THE TASK —
Return the data below in full, exactly as it stands.

AVAILABLE DATA —

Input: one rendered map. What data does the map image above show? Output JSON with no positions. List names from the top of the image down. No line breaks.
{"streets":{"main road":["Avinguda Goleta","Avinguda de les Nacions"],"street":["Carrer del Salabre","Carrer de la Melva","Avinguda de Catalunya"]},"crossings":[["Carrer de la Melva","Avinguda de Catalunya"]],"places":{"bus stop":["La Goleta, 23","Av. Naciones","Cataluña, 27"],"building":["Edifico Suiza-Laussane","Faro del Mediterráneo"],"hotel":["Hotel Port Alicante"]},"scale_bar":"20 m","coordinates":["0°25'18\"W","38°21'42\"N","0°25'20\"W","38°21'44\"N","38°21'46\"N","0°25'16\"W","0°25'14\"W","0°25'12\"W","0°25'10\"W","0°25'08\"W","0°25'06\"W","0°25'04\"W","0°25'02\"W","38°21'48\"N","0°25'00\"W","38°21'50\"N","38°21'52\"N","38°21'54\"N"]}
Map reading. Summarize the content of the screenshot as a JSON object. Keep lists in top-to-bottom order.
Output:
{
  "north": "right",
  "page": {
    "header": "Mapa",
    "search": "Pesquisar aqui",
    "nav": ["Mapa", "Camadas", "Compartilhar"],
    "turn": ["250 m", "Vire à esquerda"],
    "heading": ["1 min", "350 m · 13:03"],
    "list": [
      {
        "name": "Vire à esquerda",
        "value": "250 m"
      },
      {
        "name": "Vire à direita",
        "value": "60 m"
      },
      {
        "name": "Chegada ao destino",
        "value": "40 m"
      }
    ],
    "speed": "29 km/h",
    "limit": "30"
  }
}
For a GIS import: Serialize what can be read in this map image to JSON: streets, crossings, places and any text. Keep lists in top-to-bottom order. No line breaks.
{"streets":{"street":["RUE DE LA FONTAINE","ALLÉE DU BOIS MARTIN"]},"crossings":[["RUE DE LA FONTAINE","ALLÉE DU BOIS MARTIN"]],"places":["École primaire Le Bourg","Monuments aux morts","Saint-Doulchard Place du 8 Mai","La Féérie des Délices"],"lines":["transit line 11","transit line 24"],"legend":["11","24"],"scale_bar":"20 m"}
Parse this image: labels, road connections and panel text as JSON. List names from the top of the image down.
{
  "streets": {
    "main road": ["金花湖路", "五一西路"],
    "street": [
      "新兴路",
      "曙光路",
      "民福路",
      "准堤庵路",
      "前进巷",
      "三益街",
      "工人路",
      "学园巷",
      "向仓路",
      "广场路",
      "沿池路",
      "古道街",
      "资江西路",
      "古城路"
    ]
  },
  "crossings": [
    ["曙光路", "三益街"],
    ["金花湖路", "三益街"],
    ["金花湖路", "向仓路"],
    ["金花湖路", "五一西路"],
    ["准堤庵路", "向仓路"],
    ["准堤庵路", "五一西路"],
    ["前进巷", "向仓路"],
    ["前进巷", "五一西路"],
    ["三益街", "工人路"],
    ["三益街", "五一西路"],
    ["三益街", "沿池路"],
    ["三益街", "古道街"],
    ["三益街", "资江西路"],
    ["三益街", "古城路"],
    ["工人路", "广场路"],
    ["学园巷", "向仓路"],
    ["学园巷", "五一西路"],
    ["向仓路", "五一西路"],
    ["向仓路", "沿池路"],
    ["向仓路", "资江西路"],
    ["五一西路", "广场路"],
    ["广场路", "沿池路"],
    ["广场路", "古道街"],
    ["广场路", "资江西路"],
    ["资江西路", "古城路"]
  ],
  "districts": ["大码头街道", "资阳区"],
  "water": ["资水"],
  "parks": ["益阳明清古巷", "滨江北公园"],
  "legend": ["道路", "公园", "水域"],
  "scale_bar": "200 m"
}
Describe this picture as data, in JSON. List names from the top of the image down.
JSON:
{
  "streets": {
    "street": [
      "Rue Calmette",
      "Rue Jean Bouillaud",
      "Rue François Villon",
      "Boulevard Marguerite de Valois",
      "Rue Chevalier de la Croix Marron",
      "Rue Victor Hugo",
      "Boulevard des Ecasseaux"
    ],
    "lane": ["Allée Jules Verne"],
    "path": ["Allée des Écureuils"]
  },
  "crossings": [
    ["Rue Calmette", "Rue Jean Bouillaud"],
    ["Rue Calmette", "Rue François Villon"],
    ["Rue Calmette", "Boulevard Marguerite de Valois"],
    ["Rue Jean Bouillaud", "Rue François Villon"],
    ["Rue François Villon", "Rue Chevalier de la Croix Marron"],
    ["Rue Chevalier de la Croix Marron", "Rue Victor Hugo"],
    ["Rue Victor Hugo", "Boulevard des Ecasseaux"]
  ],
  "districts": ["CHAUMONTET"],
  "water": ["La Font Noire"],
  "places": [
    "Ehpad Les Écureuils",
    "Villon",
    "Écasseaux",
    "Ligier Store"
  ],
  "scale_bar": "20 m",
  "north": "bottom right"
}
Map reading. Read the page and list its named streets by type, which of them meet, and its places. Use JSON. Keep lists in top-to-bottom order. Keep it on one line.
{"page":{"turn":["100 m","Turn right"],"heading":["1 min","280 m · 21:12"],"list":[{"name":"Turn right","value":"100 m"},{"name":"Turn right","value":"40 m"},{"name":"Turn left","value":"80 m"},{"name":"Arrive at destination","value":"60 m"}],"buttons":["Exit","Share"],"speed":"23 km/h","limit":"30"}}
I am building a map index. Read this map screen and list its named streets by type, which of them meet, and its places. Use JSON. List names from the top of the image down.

RESPONSE TO THE EXERCISE —
Input: one rendered map. What data does the map image above show? Output JSON with no positions. List names from the top of the image down. No line breaks.
{"streets":{"main road":["Avinguda Goleta","Avinguda de les Nacions"],"street":["Carrer del Salabre","Carrer de la Melva","Avinguda de Catalunya"]},"crossings":[["Carrer de la Melva","Avinguda de Catalunya"]],"places":{"bus stop":["La Goleta, 23","Av. Naciones","Cataluña, 27"],"building":["Edifico Suiza-Laussane","Faro del Mediterráneo"],"hotel":["Hotel Port Alicante"]},"scale_bar":"20 m","coordinates":["0°25'18\"W","38°21'42\"N","0°25'20\"W","38°21'44\"N","38°21'46\"N","0°25'16\"W","0°25'14\"W","0°25'12\"W","0°25'10\"W","0°25'08\"W","0°25'06\"W","0°25'04\"W","0°25'02\"W","38°21'48\"N","0°25'00\"W","38°21'50\"N","38°21'52\"N","38°21'54\"N"]}
Map reading. Summarize the content of the screenshot as a JSON object. Keep lists in top-to-bottom order.
Output:
{
  "north": "right",
  "page": {
    "header": "Mapa",
    "search": "Pesquisar aqui",
    "nav": ["Mapa", "Camadas", "Compartilhar"],
    "turn": ["250 m", "Vire à esquerda"],
    "heading": ["1 min", "350 m · 13:03"],
    "list": [
      {
        "name": "Vire à esquerda",
        "value": "250 m"
      },
      {
        "name": "Vire à direita",
        "value": "60 m"
      },
      {
        "name": "Chegada ao destino",
        "value": "40 m"
      }
    ],
    "speed": "29 km/h",
    "limit": "30"
  }
}
For a GIS import: Serialize what can be read in this map image to JSON: streets, crossings, places and any text. Keep lists in top-to-bottom order. No line breaks.
{"streets":{"street":["RUE DE LA FONTAINE","ALLÉE DU BOIS MARTIN"]},"crossings":[["RUE DE LA FONTAINE","ALLÉE DU BOIS MARTIN"]],"places":["École primaire Le Bourg","Monuments aux morts","Saint-Doulchard Place du 8 Mai","La Féérie des Délices"],"lines":["transit line 11","transit line 24"],"legend":["11","24"],"scale_bar":"20 m"}
Parse this image: labels, road connections and panel text as JSON. List names from the top of the image down.
{
  "streets": {
    "main road": ["金花湖路", "五一西路"],
    "street": [
      "新兴路",
      "曙光路",
      "民福路",
      "准堤庵路",
      "前进巷",
      "三益街",
      "工人路",
      "学园巷",
      "向仓路",
      "广场路",
      "沿池路",
      "古道街",
      "资江西路",
      "古城路"
    ]
  },
  "crossings": [
    ["曙光路", "三益街"],
    ["金花湖路", "三益街"],
    ["金花湖路", "向仓路"],
    ["金花湖路", "五一西路"],
    ["准堤庵路", "向仓路"],
    ["准堤庵路", "五一西路"],
    ["前进巷", "向仓路"],
    ["前进巷", "五一西路"],
    ["三益街", "工人路"],
    ["三益街", "五一西路"],
    ["三益街", "沿池路"],
    ["三益街", "古道街"],
    ["三益街", "资江西路"],
    ["三益街", "古城路"],
    ["工人路", "广场路"],
    ["学园巷", "向仓路"],
    ["学园巷", "五一西路"],
    ["向仓路", "五一西路"],
    ["向仓路", "沿池路"],
    ["向仓路", "资江西路"],
    ["五一西路", "广场路"],
    ["广场路", "沿池路"],
    ["广场路", "古道街"],
    ["广场路", "资江西路"],
    ["资江西路", "古城路"]
  ],
  "districts": ["大码头街道", "资阳区"],
  "water": ["资水"],
  "parks": ["益阳明清古巷", "滨江北公园"],
  "legend": ["道路", "公园", "水域"],
  "scale_bar": "200 m"
}
Describe this picture as data, in JSON. List names from the top of the image down.
JSON:
{
  "streets": {
    "street": [
      "Rue Calmette",
      "Rue Jean Bouillaud",
      "Rue François Villon",
      "Boulevard Marguerite de Valois",
      "Rue Chevalier de la Croix Marron",
      "Rue Victor Hugo",
      "Boulevard des Ecasseaux"
    ],
    "lane": ["Allée Jules Verne"],
    "path": ["Allée des Écureuils"]
  },
  "crossings": [
    ["Rue Calmette", "Rue Jean Bouillaud"],
    ["Rue Calmette", "Rue François Villon"],
    ["Rue Calmette", "Boulevard Marguerite de Valois"],
    ["Rue Jean Bouillaud", "Rue François Villon"],
    ["Rue François Villon", "Rue Chevalier de la Croix Marron"],
    ["Rue Chevalier de la Croix Marron", "Rue Victor Hugo"],
    ["Rue Victor Hugo", "Boulevard des Ecasseaux"]
  ],
  "districts": ["CHAUMONTET"],
  "water": ["La Font Noire"],
  "places": [
    "Ehpad Les Écureuils",
    "Villon",
    "Écasseaux",
    "Ligier Store"
  ],
  "scale_bar": "20 m",
  "north": "bottom right"
}
Map reading. Read the page and list its named streets by type, which of them meet, and its places. Use JSON. Keep lists in top-to-bottom order. Keep it on one line.
{"page":{"turn":["100 m","Turn right"],"heading":["1 min","280 m · 21:12"],"list":[{"name":"Turn right","value":"100 m"},{"name":"Turn right","value":"40 m"},{"name":"Turn left","value":"80 m"},{"name":"Arrive at destination","value":"60 m"}],"buttons":["Exit","Share"],"speed":"23 km/h","limit":"30"}}
I am building a map index. Read this map screen and list its named streets by type, which of them meet, and its places. Use JSON. List names from the top of the image down.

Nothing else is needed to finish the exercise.